### Assigned task
When you print the records below, keep every word exact and leave out the images.

[Entries provided Boundary: Start]

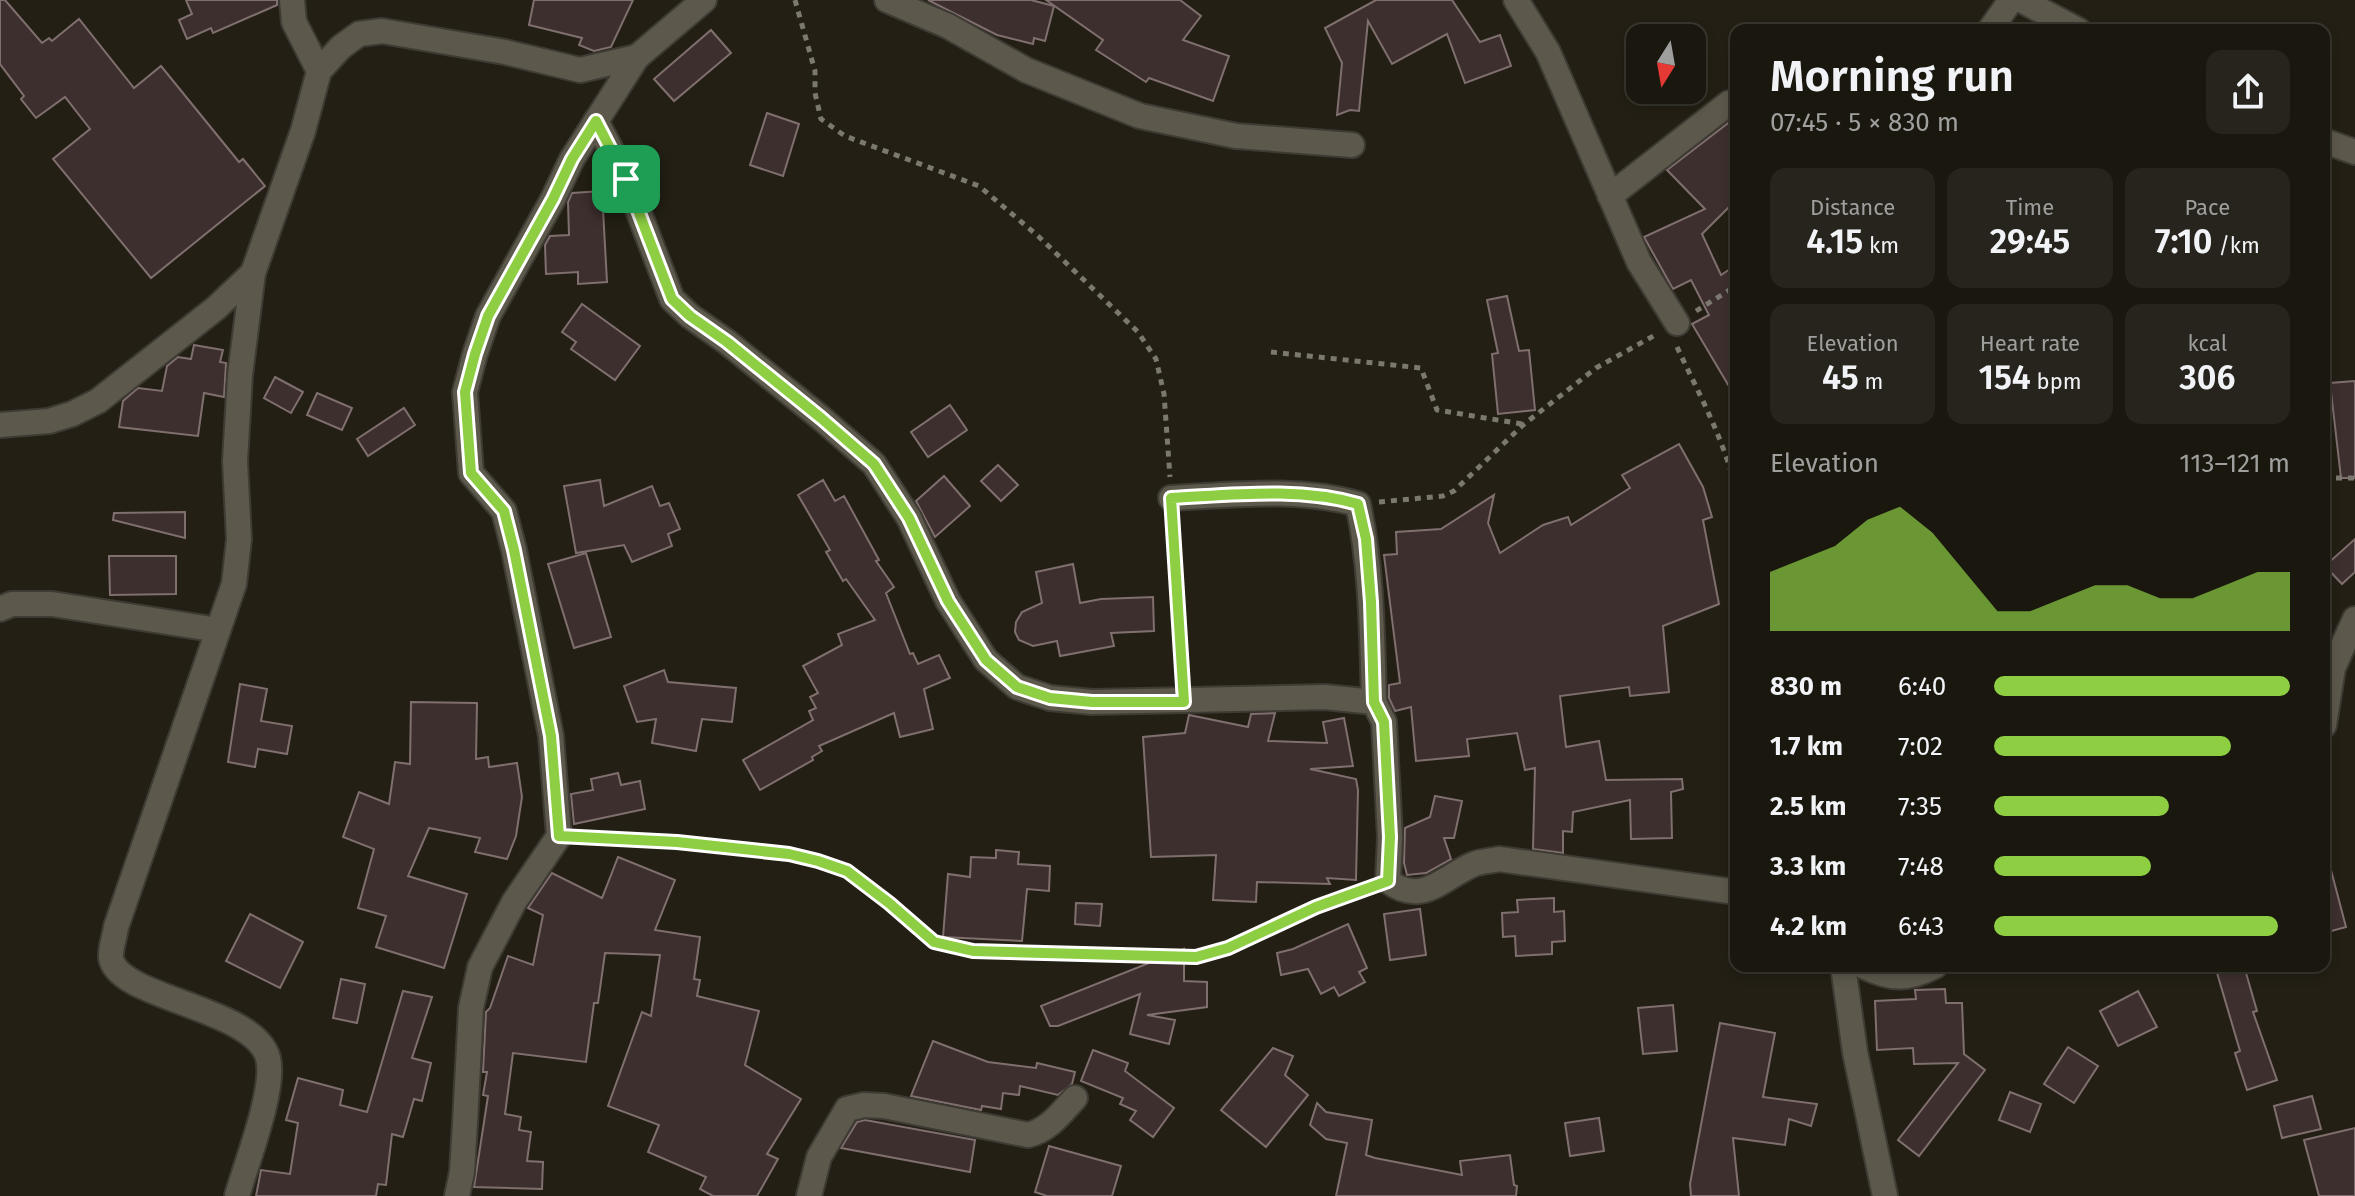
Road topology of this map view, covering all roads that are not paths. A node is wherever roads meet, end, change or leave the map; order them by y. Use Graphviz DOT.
graph roads {
  1 [pos="292,0"];
  2 [pos="704,0"];
  3 [pos="887,0"];
  4 [pos="1516,0"];
  5 [pos="2011,0"];
  6 [pos="2021,0"];
  7 [pos="1994,24"];
  8 [pos="2067,24"];
  9 [pos="637,57"];
  10 [pos="319,71"];
  11 [pos="1730,103"];
  12 [pos="596,121"];
  13 [pos="2330,143"];
  14 [pos="1352,145"];
  15 [pos="2355,152"];
  16 [pos="1610,196"];
  17 [pos="253,273"];
  18 [pos="1672,326"];
  19 [pos="0,425"];
  20 [pos="1171,498"];
  21 [pos="0,609"];
  22 [pos="2355,619"];
  23 [pos="218,630"];
  24 [pos="2330,687"];
  25 [pos="1374,702"];
  26 [pos="1730,891"];
  27 [pos="1844,972"];
  28 [pos="1874,972"];
  29 [pos="1924,972"];
  30 [pos="1075,1098"];
  31 [pos="237,1196"];
  32 [pos="457,1196"];
  33 [pos="809,1196"];
  34 [pos="1885,1196"];
  1 -- 10 [label="street"];
  2 -- 9 [label="street"];
  3 -- 14 [label="street"];
  4 -- 16 [label="street"];
  5 -- 7 [label="street"];
  6 -- 8 [label="street"];
  9 -- 10 [label="street"];
  9 -- 12 [label="street"];
  10 -- 17 [label="street"];
  11 -- 16 [label="street"];
  12 -- 25 [label="street"];
  12 -- 32 [label="street"];
  13 -- 15 [label="street"];
  16 -- 18 [label="street"];
  17 -- 19 [label="street"];
  17 -- 23 [label="street"];
  20 -- 25 [label="street"];
  21 -- 23 [label="street"];
  22 -- 24 [label="street"];
  23 -- 31 [label="street"];
  25 -- 26 [label="street"];
  27 -- 34 [label="street"];
  28 -- 29 [label="street"];
  30 -- 33 [label="street"];
}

[Entries provided Boundary: End]

### Finished exercise
Road topology of this map view, covering all roads that are not paths. A node is wherever roads meet, end, change or leave the map; order them by y. Use Graphviz DOT.
graph roads {
  1 [pos="292,0"];
  2 [pos="704,0"];
  3 [pos="887,0"];
  4 [pos="1516,0"];
  5 [pos="2011,0"];
  6 [pos="2021,0"];
  7 [pos="1994,24"];
  8 [pos="2067,24"];
  9 [pos="637,57"];
  10 [pos="319,71"];
  11 [pos="1730,103"];
  12 [pos="596,121"];
  13 [pos="2330,143"];
  14 [pos="1352,145"];
  15 [pos="2355,152"];
  16 [pos="1610,196"];
  17 [pos="253,273"];
  18 [pos="1672,326"];
  19 [pos="0,425"];
  20 [pos="1171,498"];
  21 [pos="0,609"];
  22 [pos="2355,619"];
  23 [pos="218,630"];
  24 [pos="2330,687"];
  25 [pos="1374,702"];
  26 [pos="1730,891"];
  27 [pos="1844,972"];
  28 [pos="1874,972"];
  29 [pos="1924,972"];
  30 [pos="1075,1098"];
  31 [pos="237,1196"];
  32 [pos="457,1196"];
  33 [pos="809,1196"];
  34 [pos="1885,1196"];
  1 -- 10 [label="street"];
  2 -- 9 [label="street"];
  3 -- 14 [label="street"];
  4 -- 16 [label="street"];
  5 -- 7 [label="street"];
  6 -- 8 [label="street"];
  9 -- 10 [label="street"];
  9 -- 12 [label="street"];
  10 -- 17 [label="street"];
  11 -- 16 [label="street"];
  12 -- 25 [label="street"];
  12 -- 32 [label="street"];
  13 -- 15 [label="street"];
  16 -- 18 [label="street"];
  17 -- 19 [label="street"];
  17 -- 23 [label="street"];
  20 -- 25 [label="street"];
  21 -- 23 [label="street"];
  22 -- 24 [label="street"];
  23 -- 31 [label="street"];
  25 -- 26 [label="street"];
  27 -- 34 [label="street"];
  28 -- 29 [label="street"];
  30 -- 33 [label="street"];
}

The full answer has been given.